Whether you are a homeowner looking to get the maximum return on investment, a buyer interested in fair market value or an industry insider grappling with the moving parts of the real estate industry, these are some trends and predictions you should know about.
Lower Home Supply Causing Significant Value Growth
Indicators point to a U.S. economy that has settled into a nice growth period. Unemployment rates have touched some record lows, wages appear to be on the rise and Millennials are entering high earning and home-buying years. Couple these factors with the fact that last year’s tax reform laws will likely put more money back in everyday Americans’ pockets and homes could be a hot commodity, so to speak.

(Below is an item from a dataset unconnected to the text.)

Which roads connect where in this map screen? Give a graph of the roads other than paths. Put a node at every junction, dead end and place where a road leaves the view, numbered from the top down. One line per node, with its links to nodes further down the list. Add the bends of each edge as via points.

Home supply — on the other hand — does not appear ready to meet the rising demand of buyers. Experts are predicting that rising demand will collide with the housing shortfall and prices will ramp up in 2019.
Home Values Could Rise Another 5 Percent By Year’s End
Some real estate insiders are pointing to National Association of REALTORS information that the number of available homes for sale has dropped for 35 consecutive months. The volume of sales is down because there simply are not enough homes being put on the market. Coupled with the uptick in the economy, sellers are in the driver’s seat right now and they are demanding top dollar for their homes.

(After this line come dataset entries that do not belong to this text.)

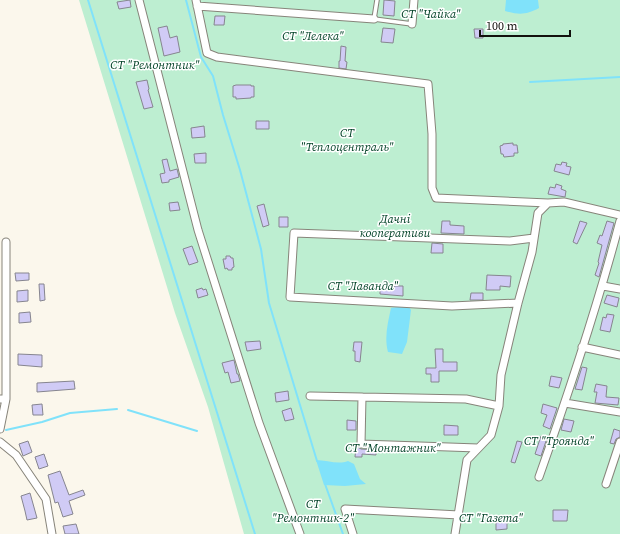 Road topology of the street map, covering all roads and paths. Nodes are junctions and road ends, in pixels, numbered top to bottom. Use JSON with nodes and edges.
{"nodes":[{"id":1,"x":139,"y":0,"type":"edge"},
{"id":2,"x":377,"y":0,"type":"edge"},
{"id":3,"x":414,"y":0,"type":"edge"},
{"id":4,"x":196,"y":3,"type":"edge"},
{"id":5,"x":374,"y":20,"type":"junction"},
{"id":6,"x":412,"y":24,"type":"joint"},
{"id":7,"x":548,"y":203,"type":"junction"},
{"id":8,"x":620,"y":215,"type":"edge"},
{"id":9,"x":620,"y":221,"type":"edge"},
{"id":10,"x":534,"y":238,"type":"junction"},
{"id":11,"x":6,"y":242,"type":"dead end"},
{"id":12,"x":603,"y":286,"type":"junction"},
{"id":13,"x":620,"y":289,"type":"edge"},
{"id":14,"x":518,"y":303,"type":"junction"},
{"id":15,"x":582,"y":347,"type":"junction"},
{"id":16,"x":620,"y":355,"type":"edge"},
{"id":17,"x":310,"y":396,"type":"dead end"},
{"id":18,"x":362,"y":397,"type":"junction"},
{"id":19,"x":3,"y":399,"type":"edge"},
{"id":20,"x":565,"y":403,"type":"junction"},
{"id":21,"x":499,"y":406,"type":"junction"},
{"id":22,"x":620,"y":412,"type":"edge"},
{"id":23,"x":0,"y":429,"type":"edge"},
{"id":24,"x":0,"y":442,"type":"edge"},
{"id":25,"x":620,"y":442,"type":"edge"},
{"id":26,"x":478,"y":448,"type":"junction"},
{"id":27,"x":539,"y":477,"type":"dead end"},
{"id":28,"x":606,"y":484,"type":"dead end"},
{"id":29,"x":459,"y":515,"type":"junction"},
{"id":30,"x":52,"y":534,"type":"edge"},
{"id":31,"x":300,"y":534,"type":"edge"},
{"id":32,"x":353,"y":534,"type":"edge"},
{"id":33,"x":456,"y":534,"type":"edge"}],
"edges":[{"from":1,"to":31,"type":"street"},
{"from":2,"to":5,"type":"lane"},
{"from":3,"to":6,"type":"street"},
{"from":4,"to":5,"type":"street"},
{"from":4,"to":7,"type":"street"},
{"from":5,"to":6,"type":"lane"},
{"from":7,"to":8,"type":"street"},
{"from":7,"to":10,"type":"street"},
{"from":9,"to":12,"type":"street"},
{"from":10,"to":14,"type":"street"},
{"from":10,"to":14,"type":"street"},
{"from":11,"to":19,"type":"street"},
{"from":12,"to":13,"type":"street"},
{"from":12,"to":15,"type":"street"},
{"from":14,"to":21,"type":"street"},
{"from":15,"to":16,"type":"street"},
{"from":15,"to":20,"type":"street"},
{"from":17,"to":18,"type":"street"},
{"from":18,"to":21,"type":"street"},
{"from":18,"to":26,"type":"street"},
{"from":19,"to":23,"type":"street"},
{"from":20,"to":22,"type":"street"},
{"from":20,"to":27,"type":"street"},
{"from":21,"to":26,"type":"street"},
{"from":24,"to":30,"type":"street"},
{"from":25,"to":28,"type":"street"},
{"from":26,"to":29,"type":"street"},
{"from":29,"to":32,"type":"street"},
{"from":29,"to":33,"type":"street"}]}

That being said, it may be in the best interest of first-time homebuyers to get into the market sooner rather than later. The improved wages from the surging economy may not be able to keep pace with a potential 5-percent increase in property values by the end of 2019. It looks like a buy now or pay later real estate market.
It’s Not A Housing Bubble And Won’t Burst
The housing market has been on a tear over the last three years. Property values have appreciated fairly consistently for 35 straight months. Such data mirrors that of the housing market right before the crash. One of the driving force behind property values climbing back then was sub-prime mortgage lending. The practice was a ticking time bomb and the end was inevitable.
While some experts are calling for another housing bubble to burst due to an unforeseen flaw in the system, tough legislation and oversight are in place. It’s only human nature to be cautious when conditions appear similar to those leading up to a bad outcome.
This time around, rising home prices appear to be based on solid economic factors. Either contractors are going to start massive home-construction builds all over the country or the shortage will continue to drive prices up. While experts say we are not in a so-called housing bubble, the market may level off down the road to get in tune with consumer affordability.